**** Records for the exercise ****

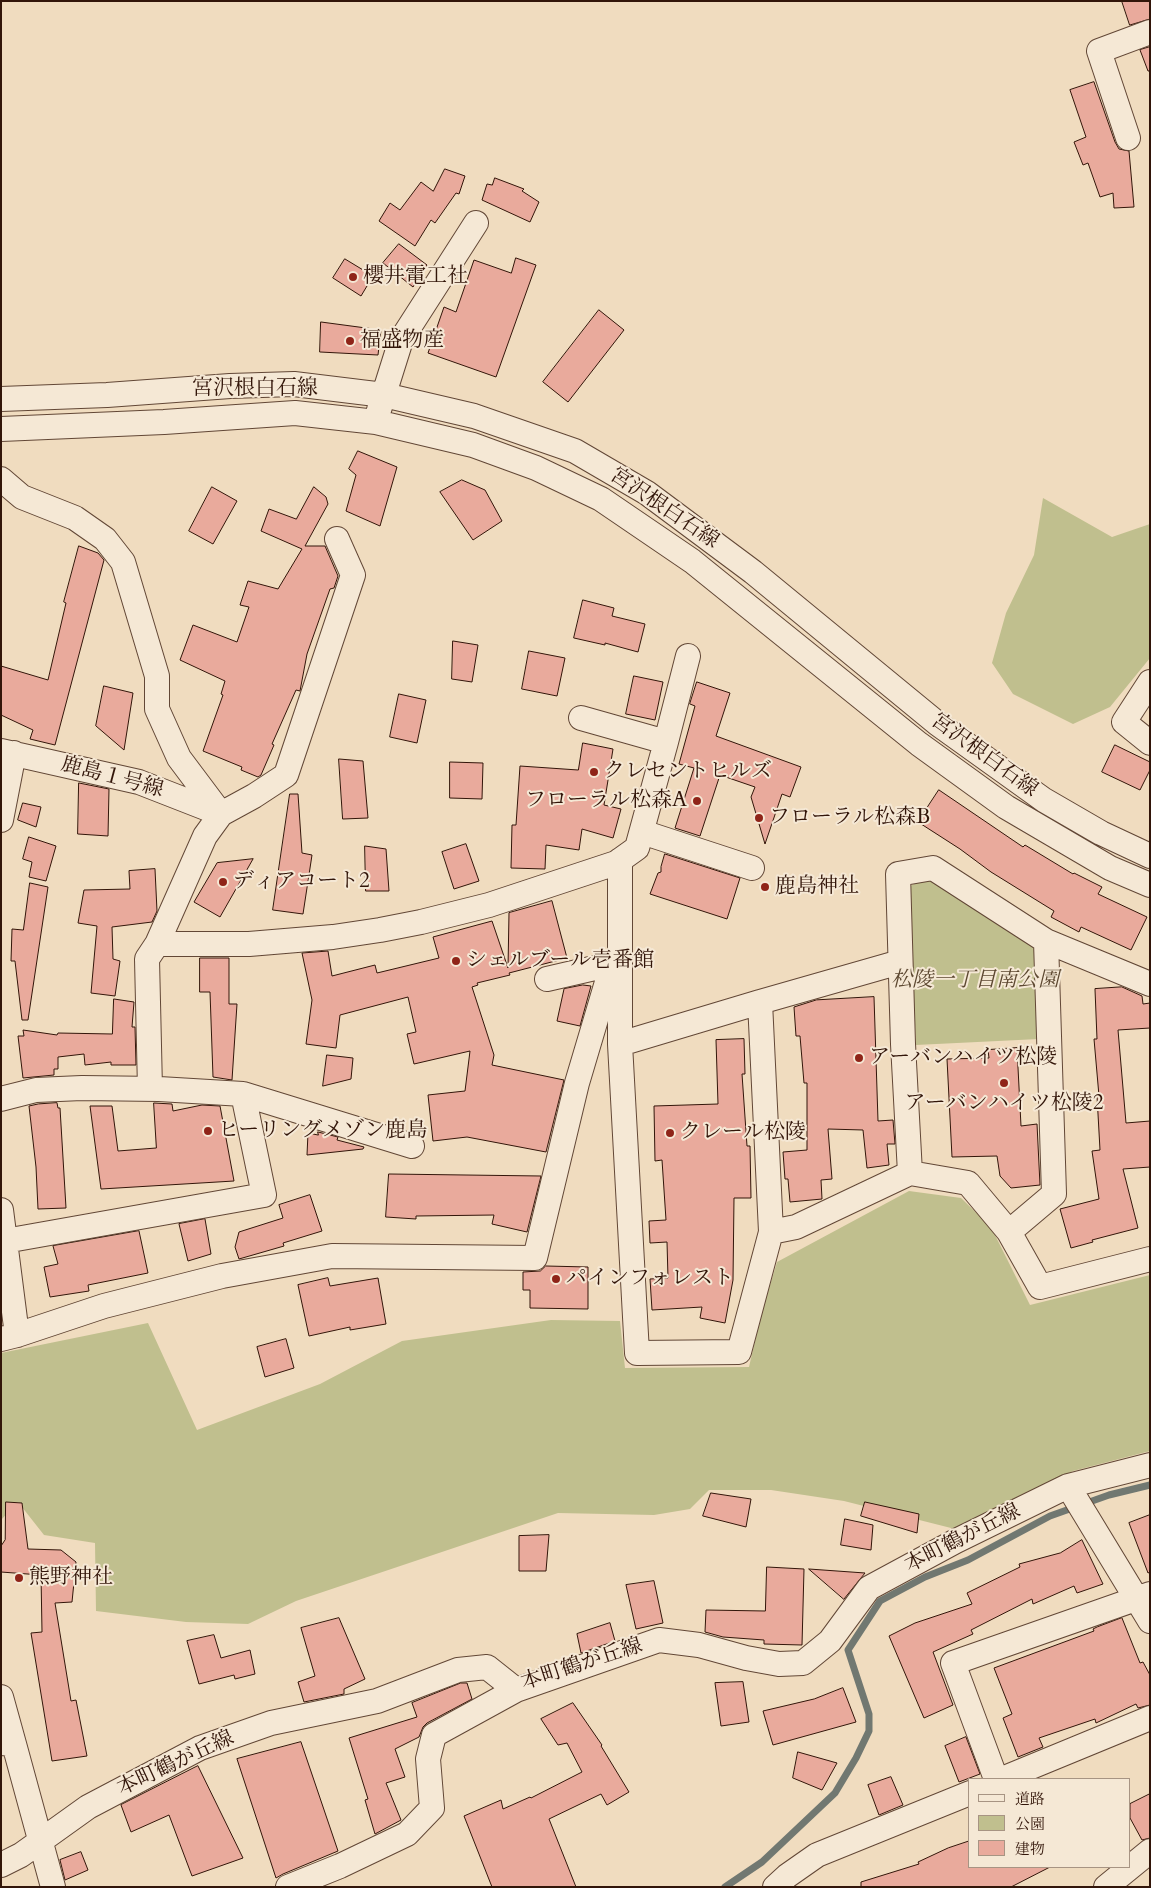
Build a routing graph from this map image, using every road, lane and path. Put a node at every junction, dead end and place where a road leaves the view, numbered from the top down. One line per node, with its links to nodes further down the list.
1 (1150, 32): 2 (street)
2 (1128, 138)
3 (476, 223): 4 (street)
4 (384, 395): 5 (street, 宮沢根白石線); 6 (street); 19 (street, 宮沢根白石線)
5 (1, 399)
6 (376, 422): 7 (street); 22 (street)
7 (1, 429)
8 (1, 479): 16 (street)
9 (337, 539): 16 (street)
10 (688, 656): 13 (street)
11 (1150, 682): 14 (street)
12 (581, 718): 13 (street)
13 (666, 742): 18 (street)
14 (1150, 744)
15 (8, 752): 16 (street, 鹿島１号線); 17 (street)
16 (221, 814): 27 (street)
17 (1, 820)
18 (642, 832): 20 (street); 21 (street)
19 (1150, 856)
20 (620, 860): 24 (street); 25 (street)
21 (752, 868)
22 (1150, 885)
23 (483, 895): 25 (street)
24 (620, 935): 29 (street); 33 (street)
25 (321, 938): 27 (street)
26 (1046, 941): 28 (street); 31 (street); 41 (street)
27 (157, 944): 34 (street)
28 (900, 962): 32 (street); 38 (street)
29 (612, 964): 30 (street); 44 (street)
30 (547, 979)
31 (1150, 984)
32 (760, 1002): 33 (street); 40 (street)
33 (620, 1044): 40 (street)
34 (150, 1089): 35 (street); 36 (street)
35 (243, 1094): 37 (street); 42 (street)
36 (1, 1099)
37 (412, 1146)
38 (910, 1173): 40 (street); 41 (street)
39 (1, 1210): 42 (street)
40 (771, 1232)
41 (1009, 1232): 43 (street)
42 (5, 1241): 44 (street)
43 (1150, 1259)
44 (9, 1337)
45 (1150, 1465): 46 (street, 本町鶴が丘線)
46 (1071, 1491): 47 (street); 49 (street, 本町鶴が丘線)
47 (1143, 1597): 48 (street); 53 (street)
48 (1150, 1621)
49 (516, 1690): 56 (street, 本町鶴が丘線); 62 (street)
50 (1, 1697): 52 (street)
51 (1150, 1718): 54 (street)
52 (8, 1744): 56 (street)
53 (996, 1778)
54 (1004, 1778)
55 (968, 1794): 63 (street)
56 (41, 1841): 58 (street, 本町鶴が丘線); 61 (street)
57 (1150, 1851): 59 (street)
58 (1, 1865)
59 (1131, 1867)
60 (1129, 1868): 64 (street)
61 (53, 1887)
62 (288, 1887)
63 (775, 1887)
64 (1106, 1887)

****

The problem
The pictures in the entries above should be left out; all else must be copied exactly.

Solution for this task
Build a routing graph from this map image, using every road, lane and path. Put a node at every junction, dead end and place where a road leaves the view, numbered from the top down. One line per node, with its links to nodes further down the list.
1 (1150, 32): 2 (street)
2 (1128, 138)
3 (476, 223): 4 (street)
4 (384, 395): 5 (street, 宮沢根白石線); 6 (street); 19 (street, 宮沢根白石線)
5 (1, 399)
6 (376, 422): 7 (street); 22 (street)
7 (1, 429)
8 (1, 479): 16 (street)
9 (337, 539): 16 (street)
10 (688, 656): 13 (street)
11 (1150, 682): 14 (street)
12 (581, 718): 13 (street)
13 (666, 742): 18 (street)
14 (1150, 744)
15 (8, 752): 16 (street, 鹿島１号線); 17 (street)
16 (221, 814): 27 (street)
17 (1, 820)
18 (642, 832): 20 (street); 21 (street)
19 (1150, 856)
20 (620, 860): 24 (street); 25 (street)
21 (752, 868)
22 (1150, 885)
23 (483, 895): 25 (street)
24 (620, 935): 29 (street); 33 (street)
25 (321, 938): 27 (street)
26 (1046, 941): 28 (street); 31 (street); 41 (street)
27 (157, 944): 34 (street)
28 (900, 962): 32 (street); 38 (street)
29 (612, 964): 30 (street); 44 (street)
30 (547, 979)
31 (1150, 984)
32 (760, 1002): 33 (street); 40 (street)
33 (620, 1044): 40 (street)
34 (150, 1089): 35 (street); 36 (street)
35 (243, 1094): 37 (street); 42 (street)
36 (1, 1099)
37 (412, 1146)
38 (910, 1173): 40 (street); 41 (street)
39 (1, 1210): 42 (street)
40 (771, 1232)
41 (1009, 1232): 43 (street)
42 (5, 1241): 44 (street)
43 (1150, 1259)
44 (9, 1337)
45 (1150, 1465): 46 (street, 本町鶴が丘線)
46 (1071, 1491): 47 (street); 49 (street, 本町鶴が丘線)
47 (1143, 1597): 48 (street); 53 (street)
48 (1150, 1621)
49 (516, 1690): 56 (street, 本町鶴が丘線); 62 (street)
50 (1, 1697): 52 (street)
51 (1150, 1718): 54 (street)
52 (8, 1744): 56 (street)
53 (996, 1778)
54 (1004, 1778)
55 (968, 1794): 63 (street)
56 (41, 1841): 58 (street, 本町鶴が丘線); 61 (street)
57 (1150, 1851): 59 (street)
58 (1, 1865)
59 (1131, 1867)
60 (1129, 1868): 64 (street)
61 (53, 1887)
62 (288, 1887)
63 (775, 1887)
64 (1106, 1887)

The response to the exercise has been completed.